Maybe. Depends how the files got there. For HTTP transactions it's
legal (and often preferable) to supply the character coding on the
actual HTTP content-type header, and to make no mention of it inside
the actual body of the content. However, the O.P speaks of "files",
so presumably you're right, and the HTTP transaction issue is outside
this particular problem domain. But there's still the BOM option to
keep in mind!

> Just scan for it and evaluate the rest of the file accordingly.

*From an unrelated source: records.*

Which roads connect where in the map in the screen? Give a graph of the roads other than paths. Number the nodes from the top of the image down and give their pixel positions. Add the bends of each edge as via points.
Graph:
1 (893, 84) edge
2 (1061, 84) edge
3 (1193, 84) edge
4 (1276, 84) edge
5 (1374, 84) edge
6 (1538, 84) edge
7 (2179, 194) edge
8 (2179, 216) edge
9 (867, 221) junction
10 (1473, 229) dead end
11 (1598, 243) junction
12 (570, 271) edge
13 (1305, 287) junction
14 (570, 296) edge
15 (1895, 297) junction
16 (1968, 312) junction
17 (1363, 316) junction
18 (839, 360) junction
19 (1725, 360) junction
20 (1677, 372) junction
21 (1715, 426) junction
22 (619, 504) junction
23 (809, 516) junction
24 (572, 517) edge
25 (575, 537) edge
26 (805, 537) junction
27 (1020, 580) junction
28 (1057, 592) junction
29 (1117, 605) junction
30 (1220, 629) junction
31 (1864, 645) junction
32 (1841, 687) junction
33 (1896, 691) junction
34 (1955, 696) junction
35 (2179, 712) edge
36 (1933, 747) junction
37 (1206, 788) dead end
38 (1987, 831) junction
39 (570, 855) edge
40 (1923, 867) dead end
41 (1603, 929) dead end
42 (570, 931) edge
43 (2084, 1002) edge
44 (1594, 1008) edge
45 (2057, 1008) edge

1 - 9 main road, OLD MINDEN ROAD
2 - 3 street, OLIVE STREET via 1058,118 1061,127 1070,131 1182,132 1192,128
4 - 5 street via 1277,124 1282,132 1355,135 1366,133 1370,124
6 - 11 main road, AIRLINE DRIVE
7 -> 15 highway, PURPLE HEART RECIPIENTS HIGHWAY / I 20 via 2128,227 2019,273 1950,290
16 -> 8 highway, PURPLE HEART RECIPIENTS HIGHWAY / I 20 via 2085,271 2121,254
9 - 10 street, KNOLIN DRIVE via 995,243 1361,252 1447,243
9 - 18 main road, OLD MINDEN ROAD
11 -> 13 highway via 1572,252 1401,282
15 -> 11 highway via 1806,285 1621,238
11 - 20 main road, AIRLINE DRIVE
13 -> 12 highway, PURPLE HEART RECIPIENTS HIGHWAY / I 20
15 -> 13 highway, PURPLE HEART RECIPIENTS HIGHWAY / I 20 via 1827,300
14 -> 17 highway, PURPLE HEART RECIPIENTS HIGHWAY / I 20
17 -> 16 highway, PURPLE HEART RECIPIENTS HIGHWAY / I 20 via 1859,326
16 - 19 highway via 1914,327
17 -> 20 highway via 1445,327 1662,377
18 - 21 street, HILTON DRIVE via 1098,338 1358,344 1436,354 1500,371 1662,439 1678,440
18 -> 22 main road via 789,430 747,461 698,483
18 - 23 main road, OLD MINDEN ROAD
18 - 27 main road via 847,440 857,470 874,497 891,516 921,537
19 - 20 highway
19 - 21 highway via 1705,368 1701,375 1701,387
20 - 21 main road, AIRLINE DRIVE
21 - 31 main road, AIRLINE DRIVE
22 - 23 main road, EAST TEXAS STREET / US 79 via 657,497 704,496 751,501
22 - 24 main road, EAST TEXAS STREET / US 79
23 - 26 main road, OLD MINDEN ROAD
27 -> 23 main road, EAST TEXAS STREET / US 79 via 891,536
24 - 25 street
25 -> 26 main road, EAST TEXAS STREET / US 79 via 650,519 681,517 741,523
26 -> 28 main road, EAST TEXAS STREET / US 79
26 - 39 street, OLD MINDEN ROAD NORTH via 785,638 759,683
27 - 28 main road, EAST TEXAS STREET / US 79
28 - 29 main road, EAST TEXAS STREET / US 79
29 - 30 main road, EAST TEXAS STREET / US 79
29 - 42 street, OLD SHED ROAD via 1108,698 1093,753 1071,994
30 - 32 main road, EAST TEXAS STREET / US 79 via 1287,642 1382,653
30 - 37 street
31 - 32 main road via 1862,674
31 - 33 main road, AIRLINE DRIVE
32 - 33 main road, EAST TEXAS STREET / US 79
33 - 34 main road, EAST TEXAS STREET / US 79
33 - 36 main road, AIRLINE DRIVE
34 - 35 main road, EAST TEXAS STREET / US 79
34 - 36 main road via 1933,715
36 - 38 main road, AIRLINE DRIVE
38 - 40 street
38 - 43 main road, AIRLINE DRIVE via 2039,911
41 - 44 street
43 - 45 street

But you can't scan it without reading it, and you can't read it
without opening it; so you'd have to open it provisionally with *some*
mode, scan for the stuff that you have described - and then maybe
re-open it with a different mode?

OTOH, if one opens it in raw mode, and scans it in a way which can
accommodate itself to different encodings, then, when the relevant
encoding information has been found, the data can be piped through the
appropriate encoding layers explicitly.

There's a lot of options, and I'm not sure of the practical
implications of choosing one or another. If the data is to be
processed by an appropriate HTML or XML module, maybe that module can
adapt to different data encodings as read in raw mode?

What I think it comes down to is that it would definitely be a mistake
to open the file with a utf8 IO layer without being sure that it's
utf-8-encoded, due to the errors that will inevitably result if it
isn't.

hope this helps a bit.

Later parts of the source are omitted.